RENNES, UNE BELLE ENDORMIE ?
Alors que les ondes de l’Ille et de la Vilaine semblent paresseusement traverser Rennes, bien naïf celui qui ne devinerait pas qu’elles avaient l’habitude de sortir de leurs lits et de menacer tout le sud de la ville avant d’être canalisées. Rennes est à leur image, une fausse paisible, que les soubresauts de l’Histoire n’ont pas épargnée.
Âprement disputée, Rennes a été attaquée et assiégée plusieurs fois, par les Normands, par les Anglais, par les Français... C’est finalement en intégrant avec la Bretagne le domaine royal en 1532 et en devenant une capitale provinciale que la ville va connaître une certaine quiétude, et donc un essor démographique et économique. En 1899, c’est d’ailleurs à Rennes que l’on décide d’organiser le second procès du capitaine Dreyfus. Rennes est une ville de garnison, et assez éloignée des tumultes parisiens pour que le gouvernement espère un procès serein. L’histoire de Rennes n’est pas pour autant un long fleuve tranquille.

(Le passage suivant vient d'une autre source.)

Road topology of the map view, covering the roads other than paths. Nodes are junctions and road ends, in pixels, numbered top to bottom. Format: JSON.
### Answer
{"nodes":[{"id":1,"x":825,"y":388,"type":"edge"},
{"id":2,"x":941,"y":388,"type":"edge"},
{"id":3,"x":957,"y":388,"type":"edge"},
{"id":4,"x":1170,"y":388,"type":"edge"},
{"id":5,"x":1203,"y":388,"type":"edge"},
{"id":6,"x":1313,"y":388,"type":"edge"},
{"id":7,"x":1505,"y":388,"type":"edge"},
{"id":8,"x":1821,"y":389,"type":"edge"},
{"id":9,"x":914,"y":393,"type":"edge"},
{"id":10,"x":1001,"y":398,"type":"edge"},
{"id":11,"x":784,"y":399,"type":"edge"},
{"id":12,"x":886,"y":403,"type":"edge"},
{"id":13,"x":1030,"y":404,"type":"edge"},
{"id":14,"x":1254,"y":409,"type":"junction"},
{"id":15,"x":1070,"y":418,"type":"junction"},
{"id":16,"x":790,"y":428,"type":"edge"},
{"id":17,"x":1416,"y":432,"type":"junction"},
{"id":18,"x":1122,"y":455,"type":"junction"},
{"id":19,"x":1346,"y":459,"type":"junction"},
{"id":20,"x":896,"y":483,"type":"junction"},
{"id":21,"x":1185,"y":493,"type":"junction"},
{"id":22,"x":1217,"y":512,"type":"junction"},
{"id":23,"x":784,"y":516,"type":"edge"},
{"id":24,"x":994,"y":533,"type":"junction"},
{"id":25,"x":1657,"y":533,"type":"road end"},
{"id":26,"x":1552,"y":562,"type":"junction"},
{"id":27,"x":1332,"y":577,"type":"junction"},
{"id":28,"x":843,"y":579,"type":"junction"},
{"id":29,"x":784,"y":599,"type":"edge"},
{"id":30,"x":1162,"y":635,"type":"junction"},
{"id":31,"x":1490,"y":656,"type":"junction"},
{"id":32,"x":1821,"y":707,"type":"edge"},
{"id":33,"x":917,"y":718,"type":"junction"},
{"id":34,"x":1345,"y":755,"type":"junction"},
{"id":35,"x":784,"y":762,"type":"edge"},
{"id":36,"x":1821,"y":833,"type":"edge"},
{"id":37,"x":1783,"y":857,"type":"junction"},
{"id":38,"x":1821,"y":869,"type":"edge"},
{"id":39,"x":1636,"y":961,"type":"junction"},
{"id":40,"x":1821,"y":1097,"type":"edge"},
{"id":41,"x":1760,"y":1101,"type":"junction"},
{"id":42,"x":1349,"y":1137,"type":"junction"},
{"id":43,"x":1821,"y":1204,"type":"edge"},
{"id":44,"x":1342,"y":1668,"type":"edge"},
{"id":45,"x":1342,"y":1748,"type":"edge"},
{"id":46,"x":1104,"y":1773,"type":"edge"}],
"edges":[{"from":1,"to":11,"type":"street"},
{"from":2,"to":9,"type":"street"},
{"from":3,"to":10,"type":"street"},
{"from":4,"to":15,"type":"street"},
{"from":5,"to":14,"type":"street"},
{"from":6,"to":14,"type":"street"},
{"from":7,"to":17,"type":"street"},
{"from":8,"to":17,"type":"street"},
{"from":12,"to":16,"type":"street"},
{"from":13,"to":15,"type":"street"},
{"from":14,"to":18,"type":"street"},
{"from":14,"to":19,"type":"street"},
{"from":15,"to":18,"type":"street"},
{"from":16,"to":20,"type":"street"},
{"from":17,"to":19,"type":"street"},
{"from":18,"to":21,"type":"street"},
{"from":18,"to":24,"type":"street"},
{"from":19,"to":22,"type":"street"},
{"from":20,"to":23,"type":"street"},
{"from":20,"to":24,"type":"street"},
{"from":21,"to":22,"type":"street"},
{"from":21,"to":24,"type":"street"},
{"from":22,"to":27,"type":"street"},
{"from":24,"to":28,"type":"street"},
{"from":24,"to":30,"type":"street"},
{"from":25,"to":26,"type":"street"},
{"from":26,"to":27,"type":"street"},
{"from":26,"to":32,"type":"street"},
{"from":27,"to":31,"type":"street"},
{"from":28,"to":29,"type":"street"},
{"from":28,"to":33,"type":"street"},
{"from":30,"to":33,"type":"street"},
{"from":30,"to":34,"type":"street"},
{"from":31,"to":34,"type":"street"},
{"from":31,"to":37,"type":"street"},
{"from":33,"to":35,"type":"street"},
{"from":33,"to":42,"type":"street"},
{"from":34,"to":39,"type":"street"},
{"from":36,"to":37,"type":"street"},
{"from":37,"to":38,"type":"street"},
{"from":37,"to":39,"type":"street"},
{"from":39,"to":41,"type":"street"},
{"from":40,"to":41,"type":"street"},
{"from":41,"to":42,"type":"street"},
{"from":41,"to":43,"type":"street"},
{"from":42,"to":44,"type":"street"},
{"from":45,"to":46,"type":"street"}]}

LA RÉVOLTE DES BONNETS ROUGES
En 1675, Louis XIV a besoin de renflouer les caisses du royaume pour mener la guerre contre les Provinces-Unies. Colbert prend diverses mesures, et invente de nouvelles taxes: taxes douanières, sur la vaisselle d’étain, sur le papier timbré,
etc. La Bretagne, qui n’a été rattachée à la Couronne française qu’assez récemment, bénéficie jusqu’alors de plus de libertés et est exemptée de nombreux impôts. Les villes puis les villages bretons se révoltent, à commencer par Rennes le 18 avril 1675. C’est la révolte du Papier timbré (Colbert veut imposer de timbrer les actes notariés). Le soulèvement est réprimé avec difficulté et vire au mouvement antinobiliaire et à une remise en question de tous les prélèvements. Les insurgés mettent au point un « Code paysans » et réclament
« la liberté de la province Armorique ». Le Parlement est envoyé à Vannes, et le gouverneur de Bretagne ordonne procès et exécutions. La révolte est écrasée.
LA JOURNÉE DES BRICOLES
Depuis décembre 1788, alors que les États de Bretagne se réunissent, des jeunes « patriotes » du tiers état s’opposent aux nobles et réclament une réforme. Les débats sont suspendus. Le 26 janvier 1789, les porteurs en tous genres – qu’on reconnaît
aux courroies de cuir, ou bricoles, dont ils se servent, se regroupent pour protester contre la hausse du prix de la farine et du pain. Les étudiants en droit sont pris à partie. Le 27, ces étudiants dénoncent les manoeuvres de la noblesse qui a essayé de créer une manifestation populaire, et se rendent au Parlement pour porter plainte, soutenus par la foule. Les heurts sont sanglants et les positions irréconciliables. Les travaux du Parlement sont suspendus indéfiniment, les nobles quittent Rennes, et les assemblées populaires qui se mettent en place serviront de modèle lors de la Révolution, dont la journée des bricoles signe les prémices.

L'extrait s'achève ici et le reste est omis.